── Supplied material
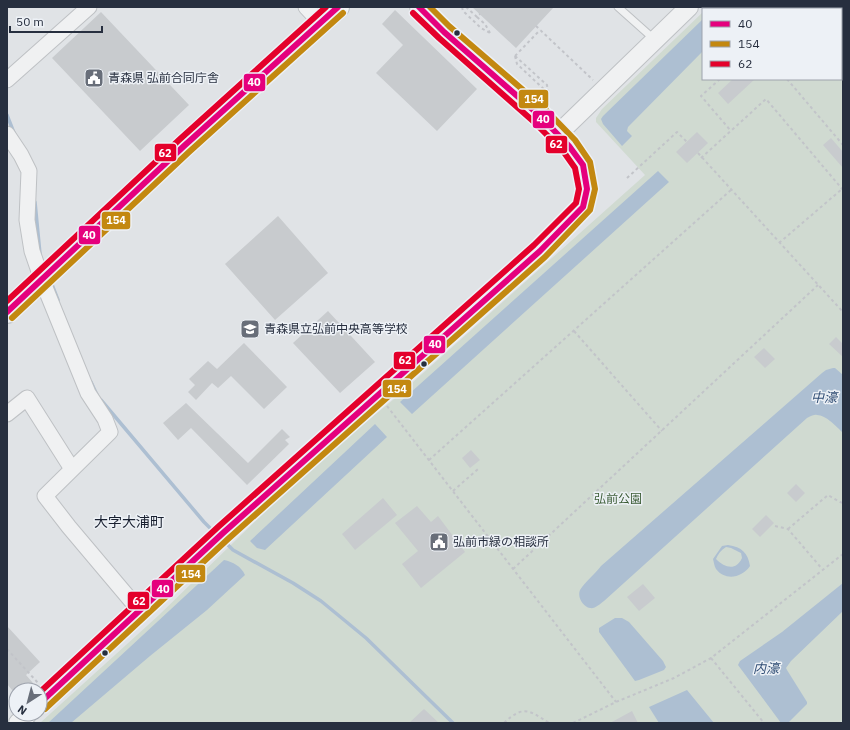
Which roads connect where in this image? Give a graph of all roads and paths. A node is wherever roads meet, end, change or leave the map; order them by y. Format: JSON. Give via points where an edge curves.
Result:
{"nodes":[{"id":1,"x":89,"y":7,"type":"edge"},
{"id":2,"x":306,"y":7,"type":"edge"},
{"id":3,"x":338,"y":7,"type":"edge"},
{"id":4,"x":419,"y":7,"type":"edge"},
{"id":5,"x":462,"y":7,"type":"edge"},
{"id":6,"x":466,"y":7,"type":"edge"},
{"id":7,"x":618,"y":7,"type":"edge"},
{"id":8,"x":689,"y":7,"type":"edge"},
{"id":9,"x":480,"y":14,"type":"dead end"},
{"id":10,"x":477,"y":17,"type":"junction"},
{"id":11,"x":321,"y":23,"type":"junction"},
{"id":12,"x":536,"y":26,"type":"dead end"},
{"id":13,"x":540,"y":30,"type":"junction"},
{"id":14,"x":655,"y":40,"type":"junction"},
{"id":15,"x":515,"y":56,"type":"junction"},
{"id":16,"x":534,"y":73,"type":"junction"},
{"id":17,"x":530,"y":76,"type":"junction"},
{"id":18,"x":7,"y":80,"type":"edge"},
{"id":19,"x":719,"y":80,"type":"edge"},
{"id":20,"x":788,"y":80,"type":"edge"},
{"id":21,"x":597,"y":84,"type":"dead end"},
{"id":22,"x":548,"y":93,"type":"junction"},
{"id":23,"x":548,"y":105,"type":"dead end"},
{"id":24,"x":731,"y":131,"type":"junction"},
{"id":25,"x":7,"y":134,"type":"edge"},
{"id":26,"x":558,"y":134,"type":"junction"},
{"id":27,"x":687,"y":142,"type":"dead end"},
{"id":28,"x":843,"y":145,"type":"edge"},
{"id":29,"x":698,"y":153,"type":"dead end"},
{"id":30,"x":702,"y":158,"type":"junction"},
{"id":31,"x":627,"y":178,"type":"dead end"},
{"id":32,"x":843,"y":189,"type":"edge"},
{"id":33,"x":731,"y":190,"type":"junction"},
{"id":34,"x":779,"y":243,"type":"junction"},
{"id":35,"x":45,"y":276,"type":"junction"},
{"id":36,"x":818,"y":285,"type":"junction"},
{"id":37,"x":7,"y":312,"type":"edge"},
{"id":38,"x":843,"y":312,"type":"edge"},
{"id":39,"x":574,"y":331,"type":"junction"},
{"id":40,"x":378,"y":394,"type":"junction"},
{"id":41,"x":7,"y":414,"type":"edge"},
{"id":42,"x":662,"y":431,"type":"junction"},
{"id":43,"x":429,"y":460,"type":"junction"},
{"id":44,"x":72,"y":469,"type":"junction"},
{"id":45,"x":478,"y":469,"type":"dead end"},
{"id":46,"x":453,"y":491,"type":"junction"},
{"id":47,"x":843,"y":503,"type":"edge"},
{"id":48,"x":775,"y":526,"type":"dead end"},
{"id":49,"x":788,"y":529,"type":"junction"},
{"id":50,"x":843,"y":554,"type":"edge"},
{"id":51,"x":513,"y":569,"type":"junction"},
{"id":52,"x":823,"y":570,"type":"junction"},
{"id":53,"x":139,"y":610,"type":"junction"},
{"id":54,"x":7,"y":649,"type":"edge"},
{"id":55,"x":711,"y":658,"type":"junction"},
{"id":56,"x":31,"y":682,"type":"edge"},
{"id":57,"x":48,"y":689,"type":"edge"},
{"id":58,"x":616,"y":702,"type":"junction"},
{"id":59,"x":504,"y":723,"type":"edge"},
{"id":60,"x":549,"y":723,"type":"edge"},
{"id":61,"x":573,"y":723,"type":"edge"},
{"id":62,"x":764,"y":723,"type":"edge"}],
"edges":[{"from":1,"to":18,"type":"street"},
{"from":2,"to":11,"type":"street"},
{"from":3,"to":11,"type":"main road"},
{"from":4,"to":26,"type":"street"},
{"from":5,"to":10,"type":"path","via":[[481,28],[490,33]]},
{"from":6,"to":10,"type":"path"},
{"from":7,"to":14,"type":"lane"},
{"from":8,"to":14,"type":"street"},
{"from":9,"to":10,"type":"path"},
{"from":11,"to":35,"type":"main road"},
{"from":12,"to":13,"type":"path"},
{"from":13,"to":15,"type":"path"},
{"from":13,"to":21,"type":"path"},
{"from":14,"to":26,"type":"street"},
{"from":15,"to":16,"type":"path"},
{"from":15,"to":17,"type":"path","via":[[517,64]]},
{"from":16,"to":17,"type":"path"},
{"from":16,"to":22,"type":"path","via":[[547,85]]},
{"from":17,"to":22,"type":"path"},
{"from":19,"to":24,"type":"path","via":[[701,96]]},
{"from":20,"to":28,"type":"path"},
{"from":22,"to":23,"type":"path"},
{"from":24,"to":30,"type":"path"},
{"from":24,"to":32,"type":"path","via":[[766,99]]},
{"from":25,"to":35,"type":"street","via":[[29,171],[27,220],[32,251]]},
{"from":26,"to":40,"type":"street","via":[[583,165],[587,190],[583,207],[540,251]]},
{"from":27,"to":31,"type":"path","via":[[678,132]]},
{"from":29,"to":30,"type":"path"},
{"from":30,"to":33,"type":"path"},
{"from":32,"to":34,"type":"path"},
{"from":33,"to":34,"type":"path"},
{"from":33,"to":39,"type":"path"},
{"from":34,"to":36,"type":"path"},
{"from":35,"to":37,"type":"main road"},
{"from":35,"to":44,"type":"street","via":[[88,393],[110,432]]},
{"from":36,"to":38,"type":"path"},
{"from":36,"to":42,"type":"path"},
{"from":39,"to":42,"type":"path"},
{"from":39,"to":43,"type":"path"},
{"from":40,"to":43,"type":"path"},
{"from":40,"to":53,"type":"street"},
{"from":41,"to":44,"type":"street","via":[[27,398]]},
{"from":42,"to":51,"type":"path"},
{"from":43,"to":46,"type":"path"},
{"from":44,"to":53,"type":"street","via":[[45,496]]},
{"from":45,"to":46,"type":"path"},
{"from":46,"to":51,"type":"path"},
{"from":47,"to":49,"type":"path","via":[[828,494]]},
{"from":48,"to":49,"type":"path"},
{"from":49,"to":52,"type":"path"},
{"from":50,"to":52,"type":"path"},
{"from":51,"to":58,"type":"path"},
{"from":52,"to":55,"type":"path"},
{"from":53,"to":57,"type":"street"},
{"from":54,"to":56,"type":"path"},
{"from":55,"to":58,"type":"path","via":[[674,678]]},
{"from":55,"to":62,"type":"path"},
{"from":58,"to":61,"type":"path"},
{"from":59,"to":60,"type":"path","via":[[514,713],[523,711],[534,713]]}]}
────
### Required action:
The result should be an exact copy of every entry above, with no pictures included.

### Expected answer:
Which roads connect where in this image? Give a graph of all roads and paths. A node is wherever roads meet, end, change or leave the map; order them by y. Format: JSON. Give via points where an edge curves.
Result:
{"nodes":[{"id":1,"x":89,"y":7,"type":"edge"},
{"id":2,"x":306,"y":7,"type":"edge"},
{"id":3,"x":338,"y":7,"type":"edge"},
{"id":4,"x":419,"y":7,"type":"edge"},
{"id":5,"x":462,"y":7,"type":"edge"},
{"id":6,"x":466,"y":7,"type":"edge"},
{"id":7,"x":618,"y":7,"type":"edge"},
{"id":8,"x":689,"y":7,"type":"edge"},
{"id":9,"x":480,"y":14,"type":"dead end"},
{"id":10,"x":477,"y":17,"type":"junction"},
{"id":11,"x":321,"y":23,"type":"junction"},
{"id":12,"x":536,"y":26,"type":"dead end"},
{"id":13,"x":540,"y":30,"type":"junction"},
{"id":14,"x":655,"y":40,"type":"junction"},
{"id":15,"x":515,"y":56,"type":"junction"},
{"id":16,"x":534,"y":73,"type":"junction"},
{"id":17,"x":530,"y":76,"type":"junction"},
{"id":18,"x":7,"y":80,"type":"edge"},
{"id":19,"x":719,"y":80,"type":"edge"},
{"id":20,"x":788,"y":80,"type":"edge"},
{"id":21,"x":597,"y":84,"type":"dead end"},
{"id":22,"x":548,"y":93,"type":"junction"},
{"id":23,"x":548,"y":105,"type":"dead end"},
{"id":24,"x":731,"y":131,"type":"junction"},
{"id":25,"x":7,"y":134,"type":"edge"},
{"id":26,"x":558,"y":134,"type":"junction"},
{"id":27,"x":687,"y":142,"type":"dead end"},
{"id":28,"x":843,"y":145,"type":"edge"},
{"id":29,"x":698,"y":153,"type":"dead end"},
{"id":30,"x":702,"y":158,"type":"junction"},
{"id":31,"x":627,"y":178,"type":"dead end"},
{"id":32,"x":843,"y":189,"type":"edge"},
{"id":33,"x":731,"y":190,"type":"junction"},
{"id":34,"x":779,"y":243,"type":"junction"},
{"id":35,"x":45,"y":276,"type":"junction"},
{"id":36,"x":818,"y":285,"type":"junction"},
{"id":37,"x":7,"y":312,"type":"edge"},
{"id":38,"x":843,"y":312,"type":"edge"},
{"id":39,"x":574,"y":331,"type":"junction"},
{"id":40,"x":378,"y":394,"type":"junction"},
{"id":41,"x":7,"y":414,"type":"edge"},
{"id":42,"x":662,"y":431,"type":"junction"},
{"id":43,"x":429,"y":460,"type":"junction"},
{"id":44,"x":72,"y":469,"type":"junction"},
{"id":45,"x":478,"y":469,"type":"dead end"},
{"id":46,"x":453,"y":491,"type":"junction"},
{"id":47,"x":843,"y":503,"type":"edge"},
{"id":48,"x":775,"y":526,"type":"dead end"},
{"id":49,"x":788,"y":529,"type":"junction"},
{"id":50,"x":843,"y":554,"type":"edge"},
{"id":51,"x":513,"y":569,"type":"junction"},
{"id":52,"x":823,"y":570,"type":"junction"},
{"id":53,"x":139,"y":610,"type":"junction"},
{"id":54,"x":7,"y":649,"type":"edge"},
{"id":55,"x":711,"y":658,"type":"junction"},
{"id":56,"x":31,"y":682,"type":"edge"},
{"id":57,"x":48,"y":689,"type":"edge"},
{"id":58,"x":616,"y":702,"type":"junction"},
{"id":59,"x":504,"y":723,"type":"edge"},
{"id":60,"x":549,"y":723,"type":"edge"},
{"id":61,"x":573,"y":723,"type":"edge"},
{"id":62,"x":764,"y":723,"type":"edge"}],
"edges":[{"from":1,"to":18,"type":"street"},
{"from":2,"to":11,"type":"street"},
{"from":3,"to":11,"type":"main road"},
{"from":4,"to":26,"type":"street"},
{"from":5,"to":10,"type":"path","via":[[481,28],[490,33]]},
{"from":6,"to":10,"type":"path"},
{"from":7,"to":14,"type":"lane"},
{"from":8,"to":14,"type":"street"},
{"from":9,"to":10,"type":"path"},
{"from":11,"to":35,"type":"main road"},
{"from":12,"to":13,"type":"path"},
{"from":13,"to":15,"type":"path"},
{"from":13,"to":21,"type":"path"},
{"from":14,"to":26,"type":"street"},
{"from":15,"to":16,"type":"path"},
{"from":15,"to":17,"type":"path","via":[[517,64]]},
{"from":16,"to":17,"type":"path"},
{"from":16,"to":22,"type":"path","via":[[547,85]]},
{"from":17,"to":22,"type":"path"},
{"from":19,"to":24,"type":"path","via":[[701,96]]},
{"from":20,"to":28,"type":"path"},
{"from":22,"to":23,"type":"path"},
{"from":24,"to":30,"type":"path"},
{"from":24,"to":32,"type":"path","via":[[766,99]]},
{"from":25,"to":35,"type":"street","via":[[29,171],[27,220],[32,251]]},
{"from":26,"to":40,"type":"street","via":[[583,165],[587,190],[583,207],[540,251]]},
{"from":27,"to":31,"type":"path","via":[[678,132]]},
{"from":29,"to":30,"type":"path"},
{"from":30,"to":33,"type":"path"},
{"from":32,"to":34,"type":"path"},
{"from":33,"to":34,"type":"path"},
{"from":33,"to":39,"type":"path"},
{"from":34,"to":36,"type":"path"},
{"from":35,"to":37,"type":"main road"},
{"from":35,"to":44,"type":"street","via":[[88,393],[110,432]]},
{"from":36,"to":38,"type":"path"},
{"from":36,"to":42,"type":"path"},
{"from":39,"to":42,"type":"path"},
{"from":39,"to":43,"type":"path"},
{"from":40,"to":43,"type":"path"},
{"from":40,"to":53,"type":"street"},
{"from":41,"to":44,"type":"street","via":[[27,398]]},
{"from":42,"to":51,"type":"path"},
{"from":43,"to":46,"type":"path"},
{"from":44,"to":53,"type":"street","via":[[45,496]]},
{"from":45,"to":46,"type":"path"},
{"from":46,"to":51,"type":"path"},
{"from":47,"to":49,"type":"path","via":[[828,494]]},
{"from":48,"to":49,"type":"path"},
{"from":49,"to":52,"type":"path"},
{"from":50,"to":52,"type":"path"},
{"from":51,"to":58,"type":"path"},
{"from":52,"to":55,"type":"path"},
{"from":53,"to":57,"type":"street"},
{"from":54,"to":56,"type":"path"},
{"from":55,"to":58,"type":"path","via":[[674,678]]},
{"from":55,"to":62,"type":"path"},
{"from":58,"to":61,"type":"path"},
{"from":59,"to":60,"type":"path","via":[[514,713],[523,711],[534,713]]}]}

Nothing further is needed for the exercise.